【日本代表】面白みのない招集リスト。ハリルと本田のコメントから浮かび上がるタレント不足

2016年09月30日 白鳥和洋(サッカーダイジェスト)

新たなスターが生まれないかぎり…。

所属クラブで出番のない本田、宇佐美を招集すべきだったのか。写真:茂木あきら(サッカーダイジェスト写真部)

 タレント不足──。10月のワールドカップ予選に臨むメンバー26人の顔ぶれを見て、そんな印象を抱いても不思議はないだろう。

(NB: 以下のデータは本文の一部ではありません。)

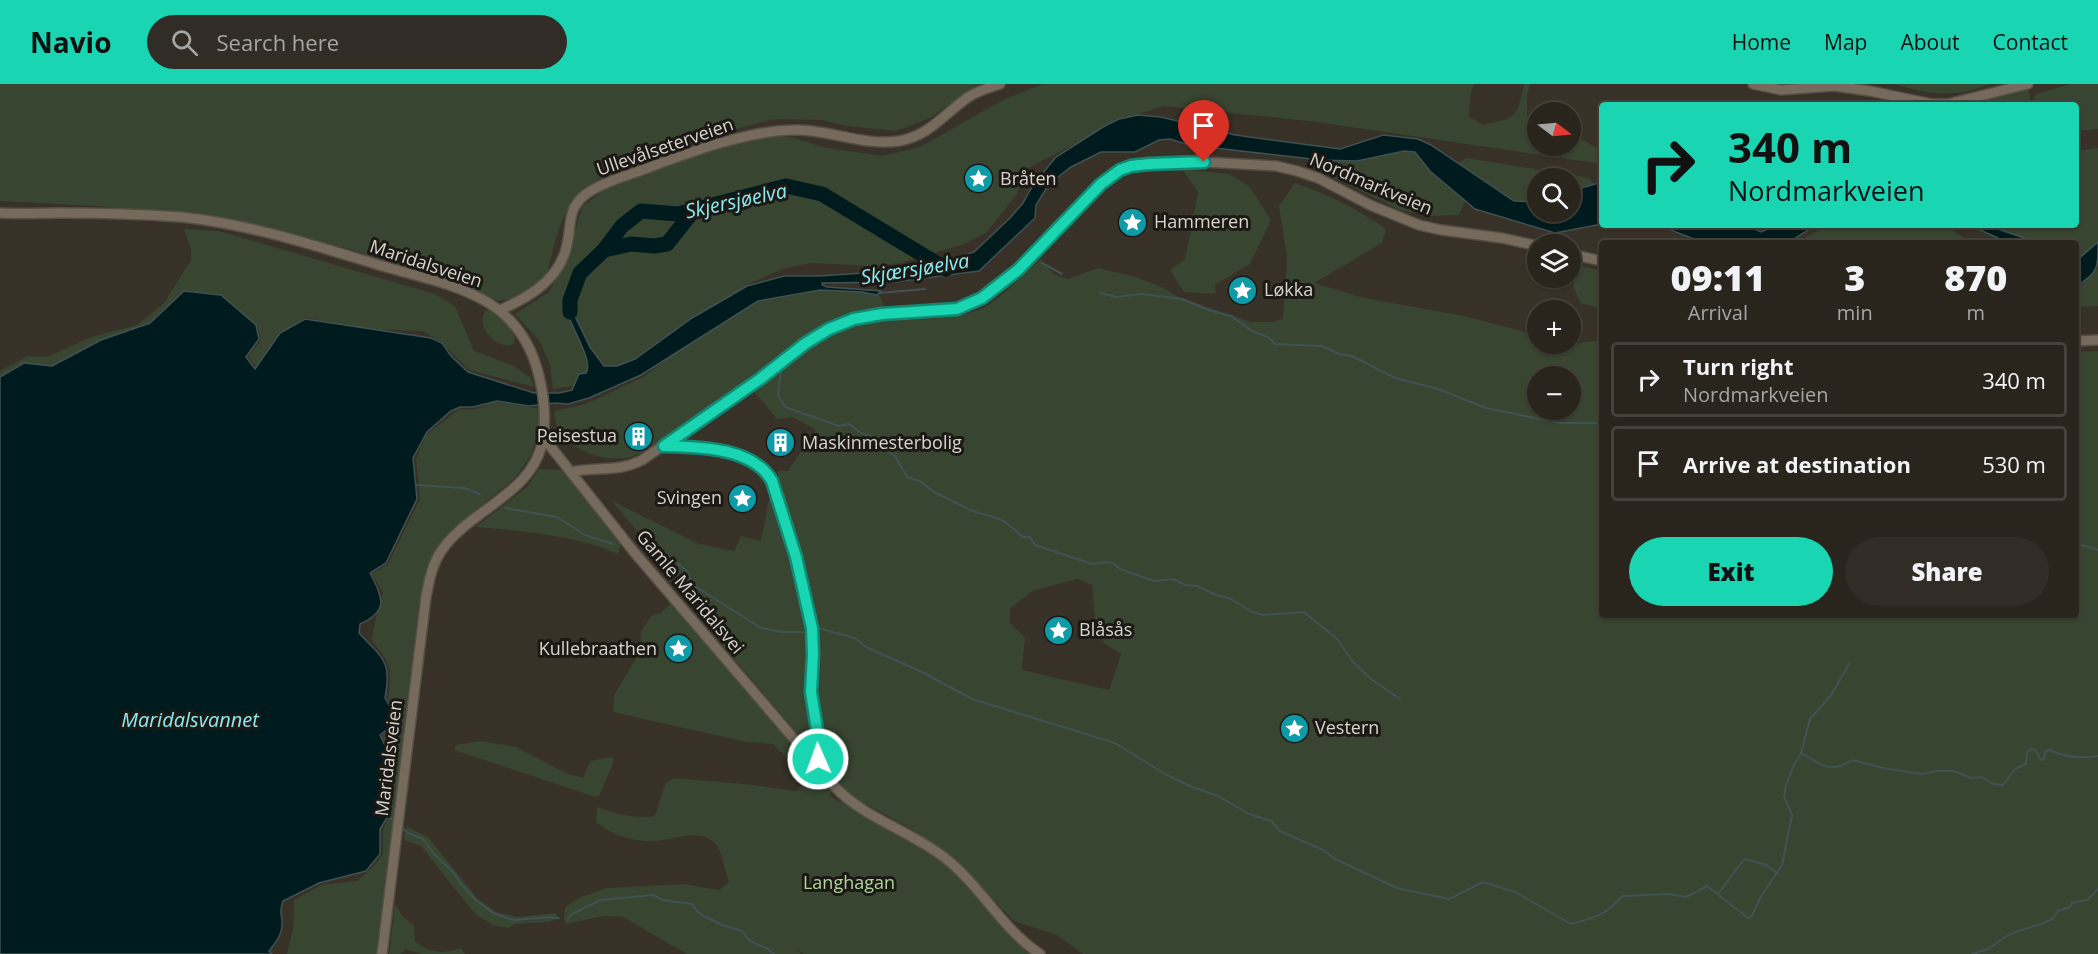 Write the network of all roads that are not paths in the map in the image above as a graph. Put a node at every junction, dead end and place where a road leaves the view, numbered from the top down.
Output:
1 (1000, 84) edge
2 (1753, 84) edge
3 (2028, 84) edge
4 (1921, 102) edge
5 (1956, 102) edge
6 (0, 213) edge
7 (1527, 244) edge
8 (1581, 256) edge
9 (1599, 260) edge
10 (500, 310) junction
11 (2098, 340) edge
12 (2079, 341) edge
13 (543, 437) junction
14 (664, 446) junction
15 (571, 472) junction
16 (815, 764) junction
17 (382, 954) edge
18 (1040, 954) edge

1 - 10 street, Ullevålseterveien
2 - 4 street
3 - 5 street
6 - 10 street, Maridalsveien
7 - 14 street, Nordmarkveien
8 - 9 street
10 - 13 street, Maridalsveien
11 - 12 street
13 - 15 street, Gamle Maridalsvei
13 - 17 street, Maridalsveien
14 - 15 street, Nordmarkveien
14 - 16 street
15 - 16 street, Gamle Maridalsvei
16 - 18 street, Gamle Maridalsvei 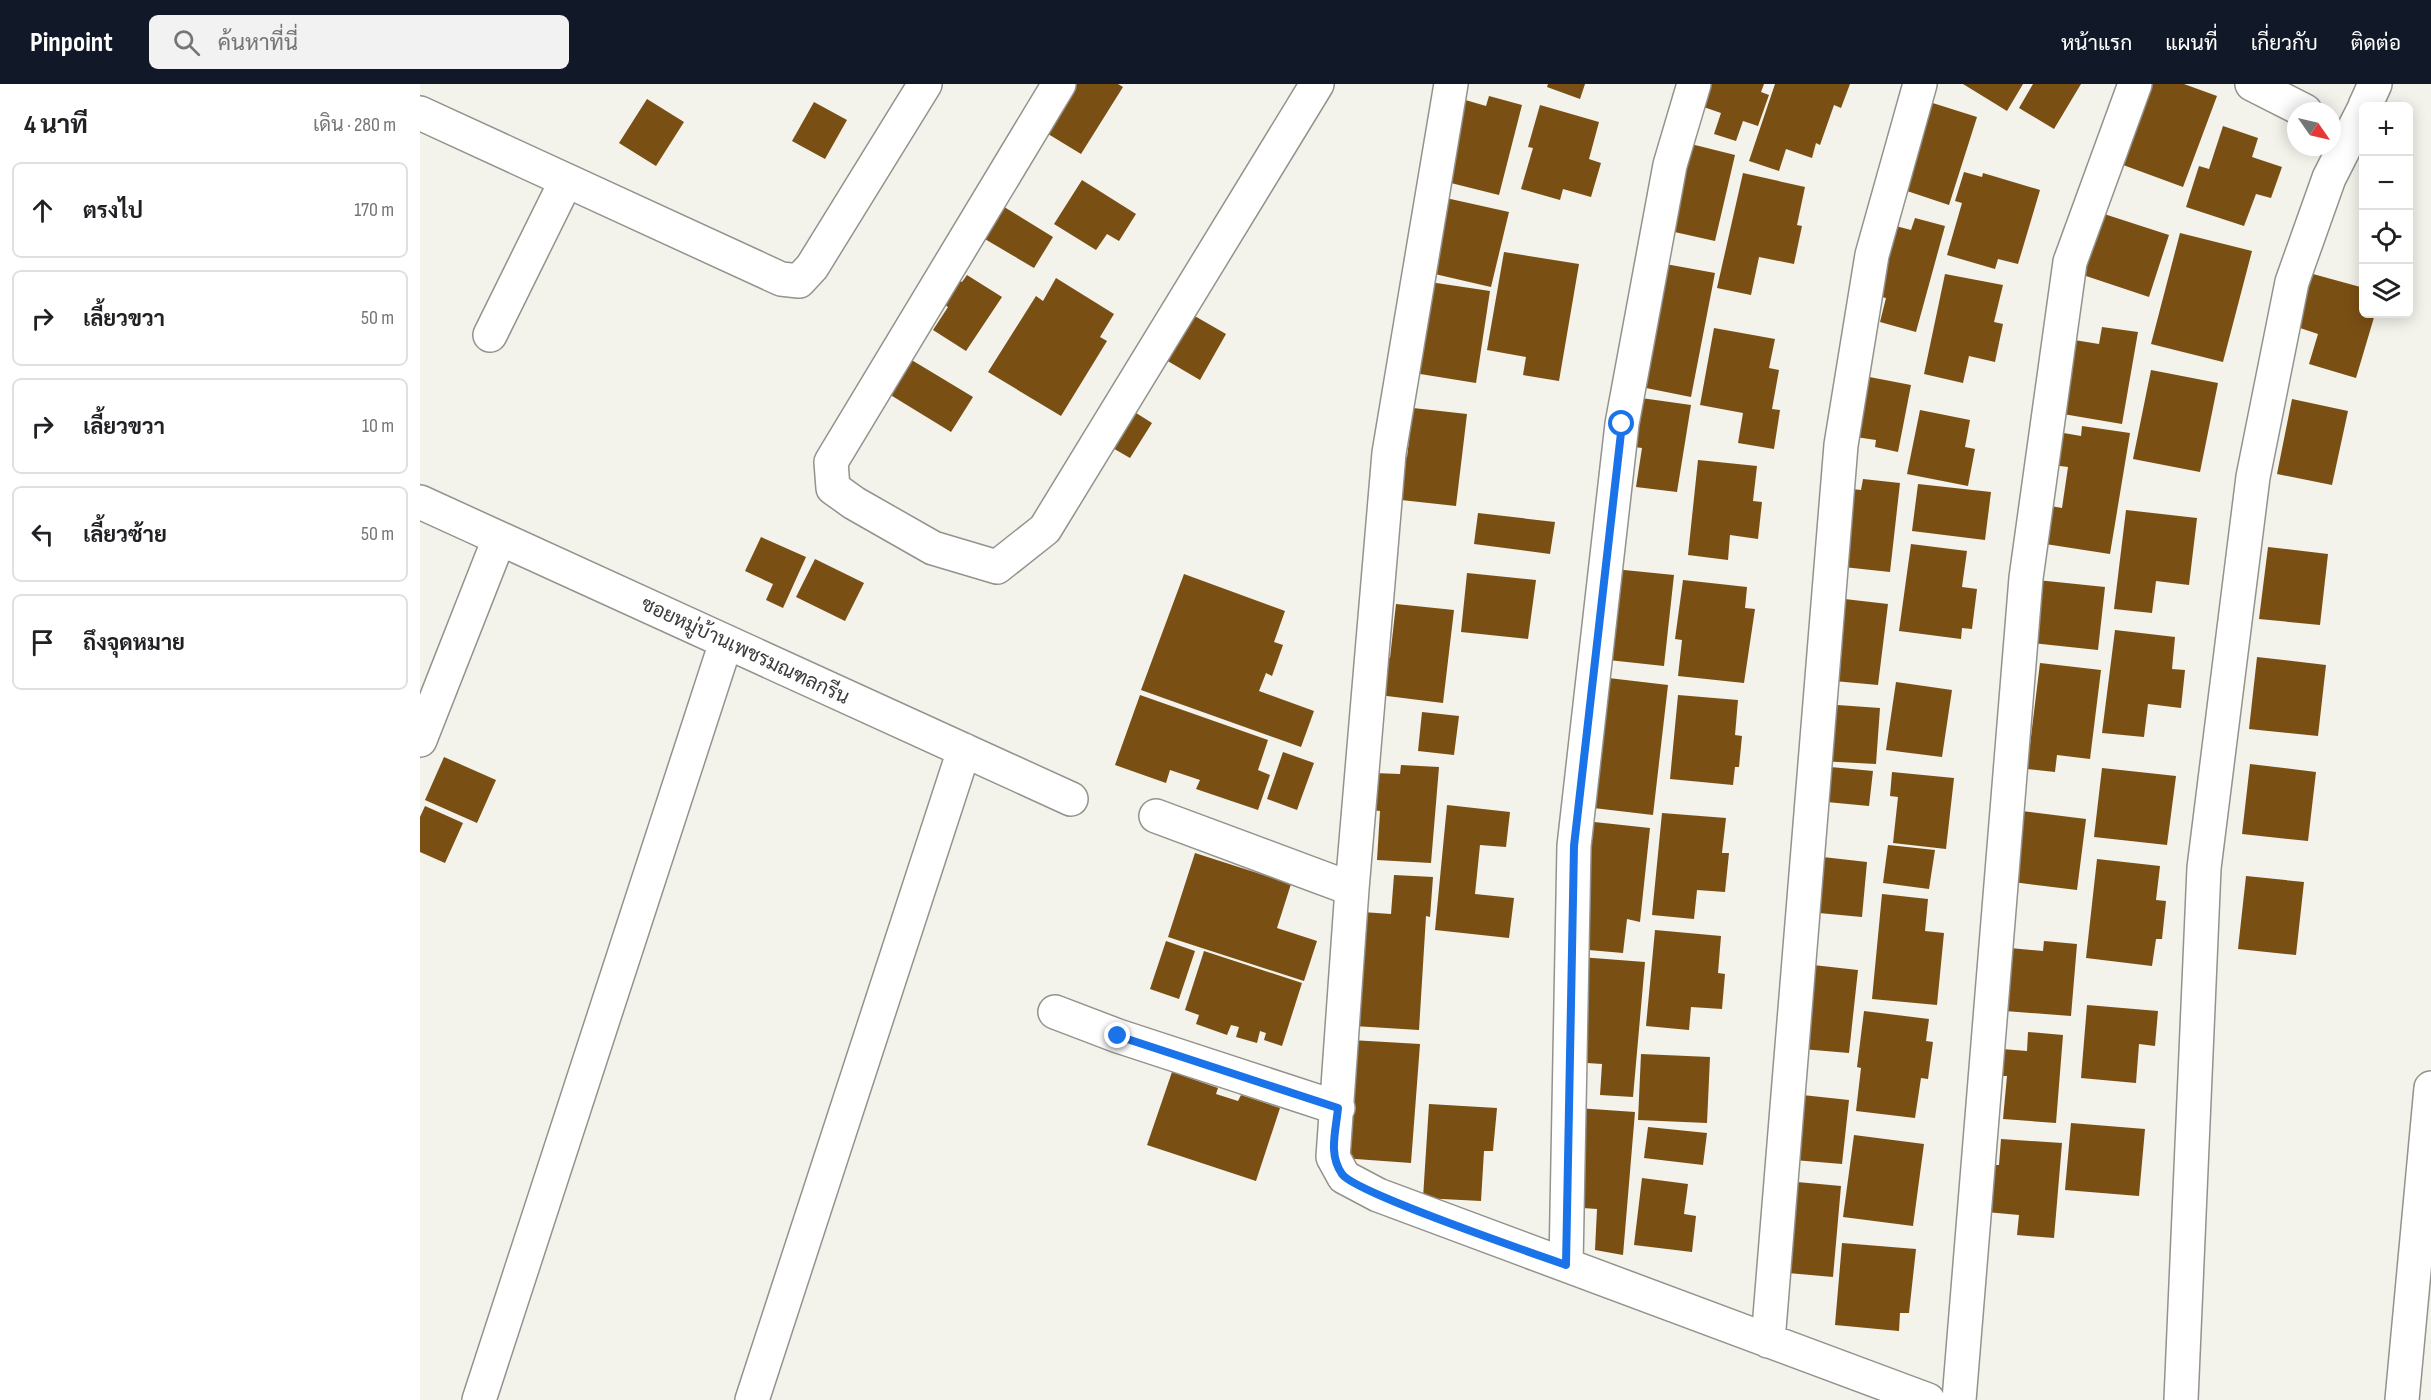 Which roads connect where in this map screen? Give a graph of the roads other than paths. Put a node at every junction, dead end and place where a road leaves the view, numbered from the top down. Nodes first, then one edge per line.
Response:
1 (925, 84) edge
2 (1059, 84) edge
3 (1317, 84) edge
4 (1451, 84) edge
5 (1694, 84) edge
6 (1920, 84) edge
7 (2135, 84) edge
8 (2252, 84) edge
9 (2374, 84) edge
10 (2287, 102) edge
11 (420, 113) edge
12 (2353, 119) edge
13 (566, 181) junction
14 (490, 336) dead end
15 (420, 502) edge
16 (500, 539) junction
17 (726, 642) junction
18 (420, 740) edge
19 (964, 750) junction
20 (1071, 799) dead end
21 (1156, 816) dead end
22 (1352, 889) junction
23 (1055, 1012) dead end
24 (2431, 1088) edge
25 (1338, 1108) junction
26 (1566, 1265) junction
27 (1768, 1341) junction
28 (479, 1400) edge
29 (752, 1400) edge
30 (1928, 1400) edge
31 (1959, 1400) edge
32 (2181, 1400) edge
33 (2402, 1400) edge

1 - 13 street
2 - 3 street
4 - 22 street
5 - 26 street
6 - 27 street
7 - 31 street
8 - 10 street
9 - 12 street
11 - 13 street
12 - 32 street
13 - 14 street
15 - 16 street, ซอยหมู่บ้านเพชรมณฑลกรีน
16 - 17 street, ซอยหมู่บ้านเพชรมณฑลกรีน
16 - 18 street
17 - 19 street, ซอยหมู่บ้านเพชรมณฑลกรีน
17 - 28 street
19 - 20 street, ซอยหมู่บ้านเพชรมณฑลกรีน
19 - 29 street
21 - 22 street
22 - 25 street
23 - 25 street
24 - 33 street
25 - 26 street
26 - 27 street
27 - 30 street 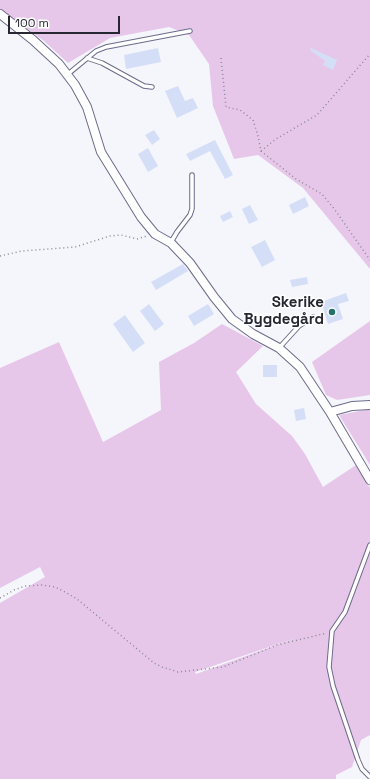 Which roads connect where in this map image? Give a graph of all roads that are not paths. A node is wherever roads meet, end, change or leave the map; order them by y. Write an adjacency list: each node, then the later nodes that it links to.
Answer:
1 (0, 14): 4 (street)
2 (190, 31): 3 (lane)
3 (87, 58): 4 (lane); 5 (lane)
4 (68, 74): 7 (street)
5 (152, 87)
6 (192, 175): 7 (lane)
7 (170, 243): 9 (street)
8 (313, 318): 9 (lane)
9 (279, 348): 11 (street)
10 (370, 404): 11 (street)
11 (330, 412): 12 (street)
12 (370, 480)
13 (370, 545): 14 (lane)
14 (370, 777)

【日本代表PHOTO】イラク戦、豪州戦に向けたメンバー26人

 なにしろ、所属クラブでサブ扱いの選手(本田、香川、岡崎、清武、宇佐美、長友、吉田、川島など)がハリルホジッチ監督の言葉を鵜呑みにすれば「12人」もいるのだ。鹿島の永木が初招集されたとはいえ、面白みのないリストと批判されても致し方ない。
 
 「リストを作るのは難しかった」というハリルホジッチ監督は、その苦悩を次のように述べている。
 
「先発で出てない選手がいるわけですが、普通の基準で行けば呼べないわけです。しかし、川島、長友、吉田、長谷部、香川、清武、本田、岡崎、宇佐美、武藤。そういった選手を除けてしまうと、だれを交代しますか。かなり難しいですよね。だから、そのような選択は私にはできないということです」
 
 横浜の齋藤、川崎の中村などJリーグで活躍している選手よりも、出番に恵まれていない欧州組のほうが上……。こうした現状が、タレントの枯渇を物語っているのではないか。日本代表の苦しい現況を、9月シリーズの時に本田はこう言っていた。
 
「今の状況って、海外である程度試合に出ていたら日本代表でレギュラーになれる。例えば、毎年100人ぐらい日本から(海外に)行くと。それで海外にレギュラーは50人いると。そこから誰を選べるかというのが、例えば南米なんです。
 
 僕の経験上、ブラジル人がいないクラブはないんで。でも今はね、僕ら含めて海外である程度レギュラー争いしている選手であれば、よほどのことがないかぎりは代表に呼んでもらえる。(理想は)海外で活躍するのがむしろ当たり前というプレッシャーのなかでやっていく。そういうところだと思います」
 
 「海外である程度試合に出ていたら」というより、もはや海外で試合に出なくてもレギュラーになれてしまうのがハリルジャパンの現状だ。今に始まったことではないが、看過はできない。本田、長友、岡崎ら北京五輪世代に頼り、若い世代の大きな突き上げがないまま日本は徐々に弱体化しているようにも見える。
 
 久保(建英)くんをA代表に──。さすがにそれは非現実的な話だが、そんなことを思ってしまうほど日本は厳しい状況にあるのではないか。新たなスターが生まれないかぎり、日本に明るい未来はないだろう。